— ABOUT THIS EXERCISE —
The lines to copy are those in the records below that hold the word "dead".

Extracted data entries:
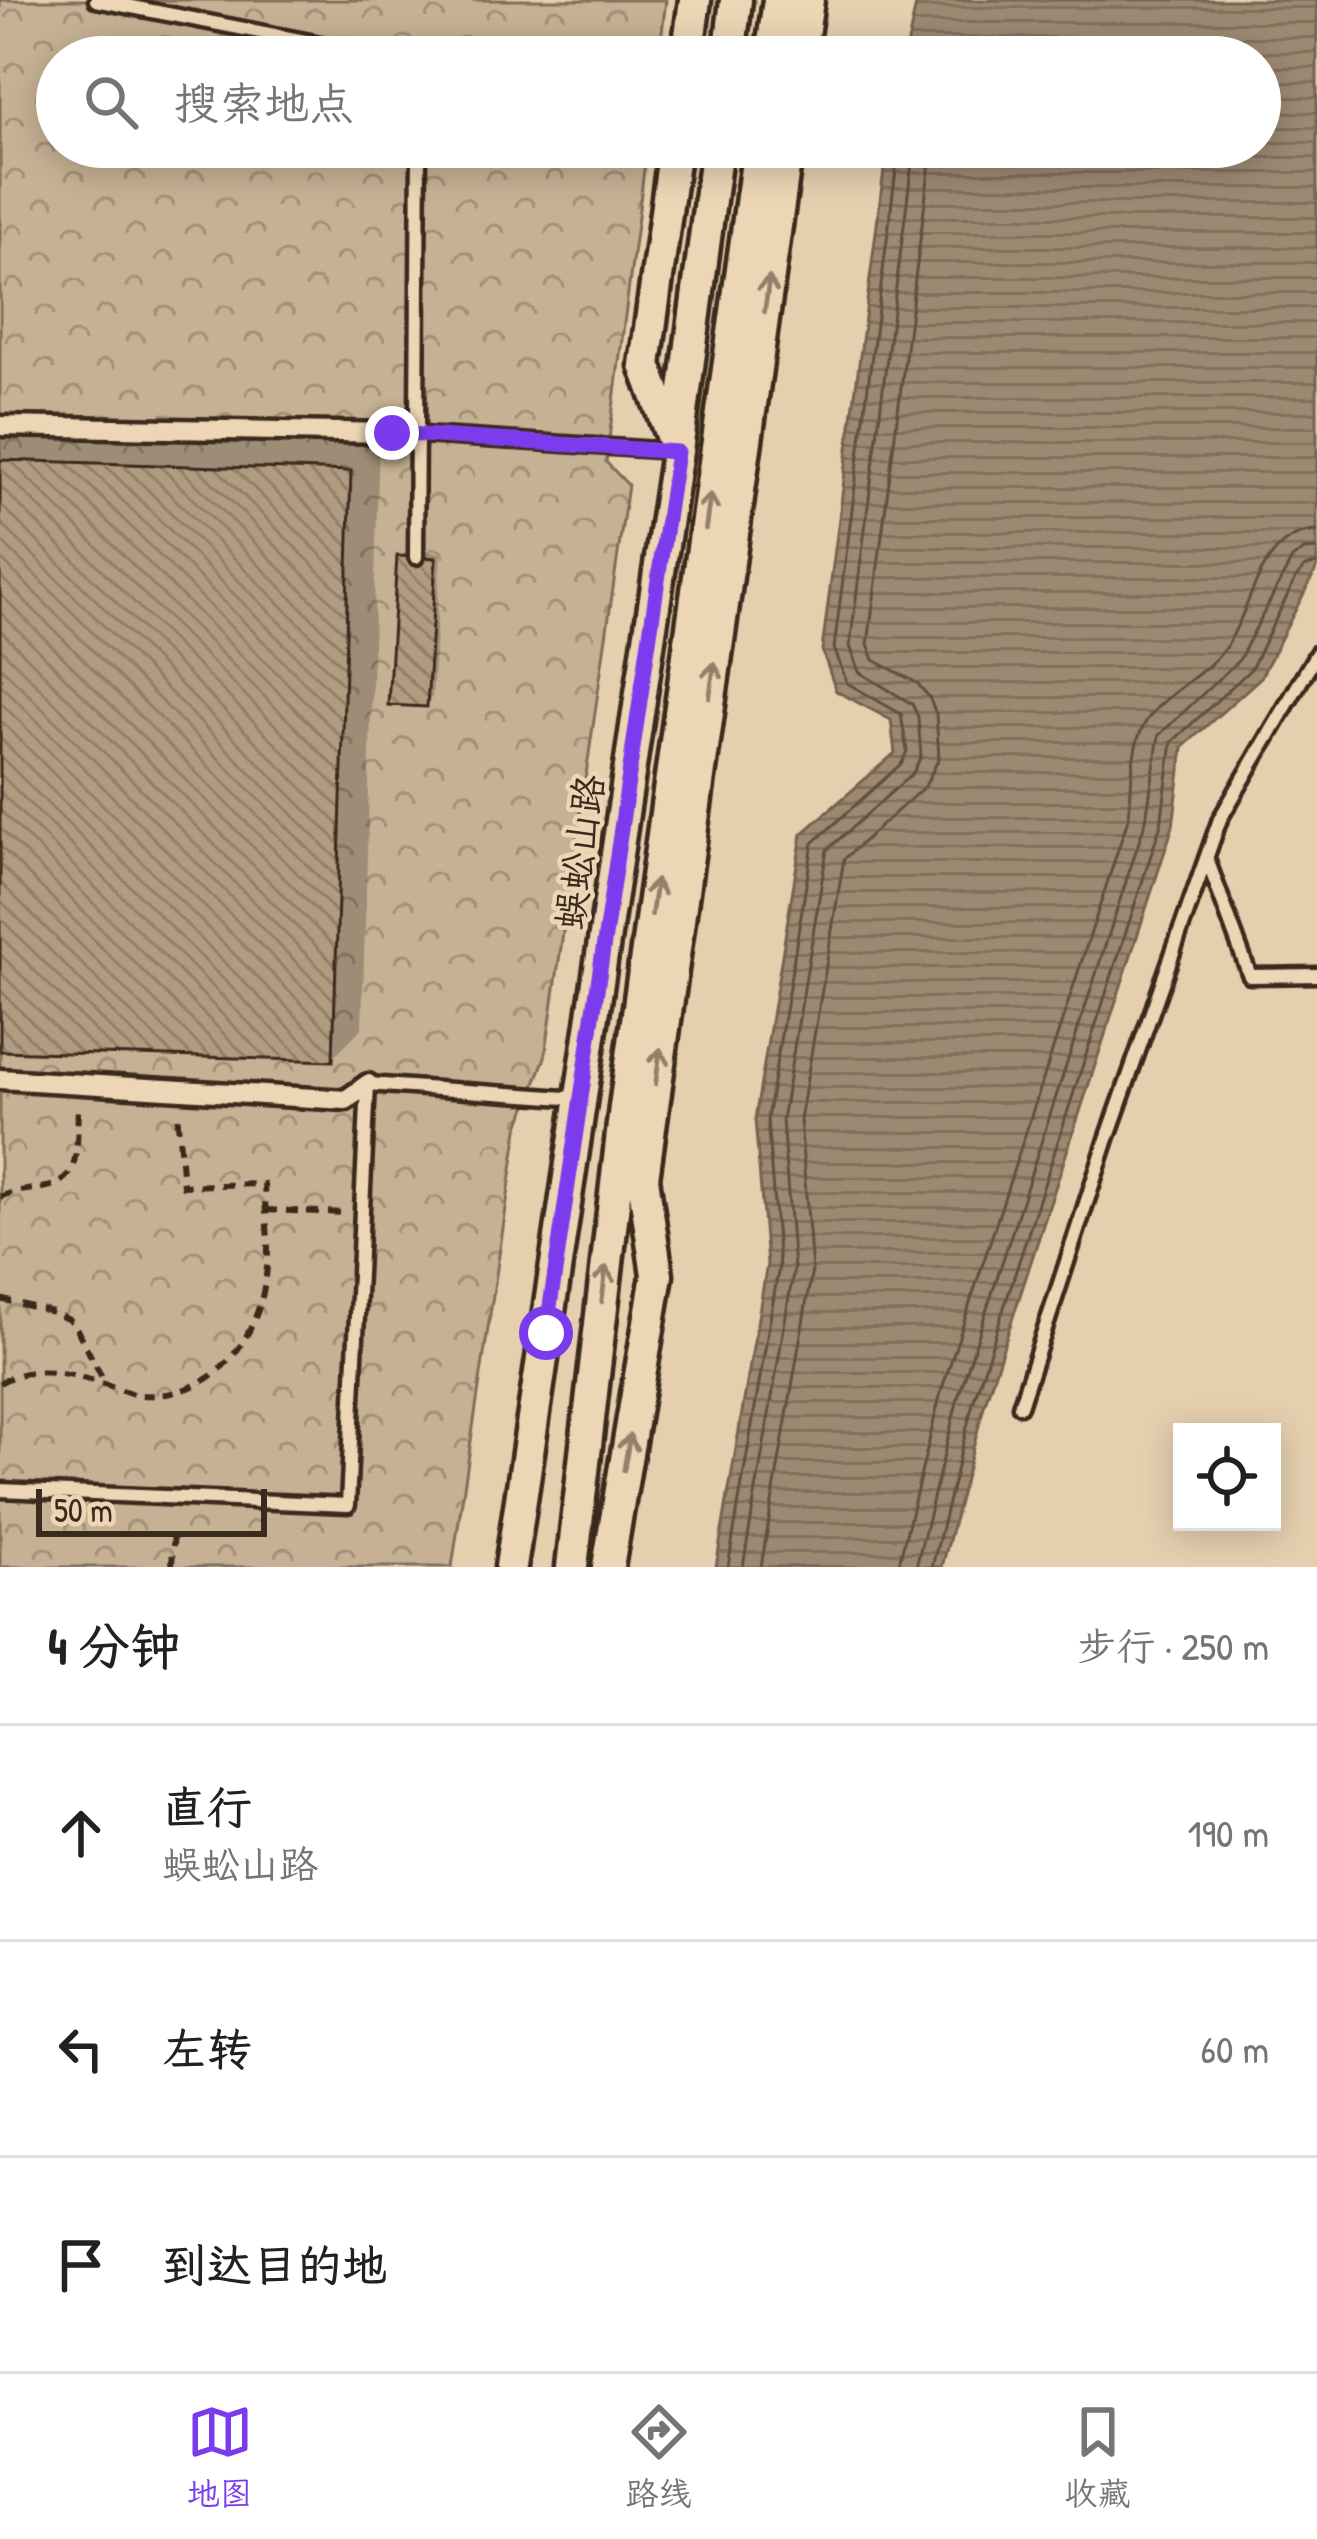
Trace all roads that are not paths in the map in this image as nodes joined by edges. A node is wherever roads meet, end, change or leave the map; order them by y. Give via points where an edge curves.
1 (96, 0) edge
2 (695, 0) edge
3 (736, 0) edge
4 (779, 0) edge
5 (808, 0) edge
6 (280, 36) edge
7 (690, 36) edge
8 (732, 36) edge
9 (774, 36) edge
10 (803, 36) edge
11 (419, 168) edge
12 (672, 168) edge
13 (714, 168) edge
14 (756, 168) edge
15 (784, 168) edge
16 (0, 426) edge
17 (392, 433) joint
18 (416, 434) junction
19 (677, 452) junction
20 (416, 557) dead end
21 (1317, 653) edge
22 (1206, 858) junction
23 (1317, 975) edge
24 (0, 1079) edge
25 (368, 1084) junction
26 (582, 1099) junction
27 (1020, 1406) dead end
28 (0, 1490) edge
29 (511, 1567) edge
30 (572, 1567) edge
31 (608, 1567) edge

1 - 6 lane
2 - 7 street
3 - 8 street
4 - 9 street
5 - 10 street
11 - 18 lane
12 - 19 street via 645,365
13 - 19 street, 蜈蚣山路
30 -> 14 street, 蜈蚣山路 via 625,1107
31 -> 15 street via 657,1275 643,1178
16 - 17 street
17 - 18 lane
18 - 19 lane
18 - 20 lane
19 - 26 street, 蜈蚣山路
21 - 22 lane via 1220,819
22 - 23 lane via 1250,976
22 - 27 lane
24 - 25 street via 346,1100
25 - 26 lane
25 - 28 lane via 348,1505
26 - 29 street, 蜈蚣山路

— RESPONSE BOX —
20 (416, 557) dead end
27 (1020, 1406) dead end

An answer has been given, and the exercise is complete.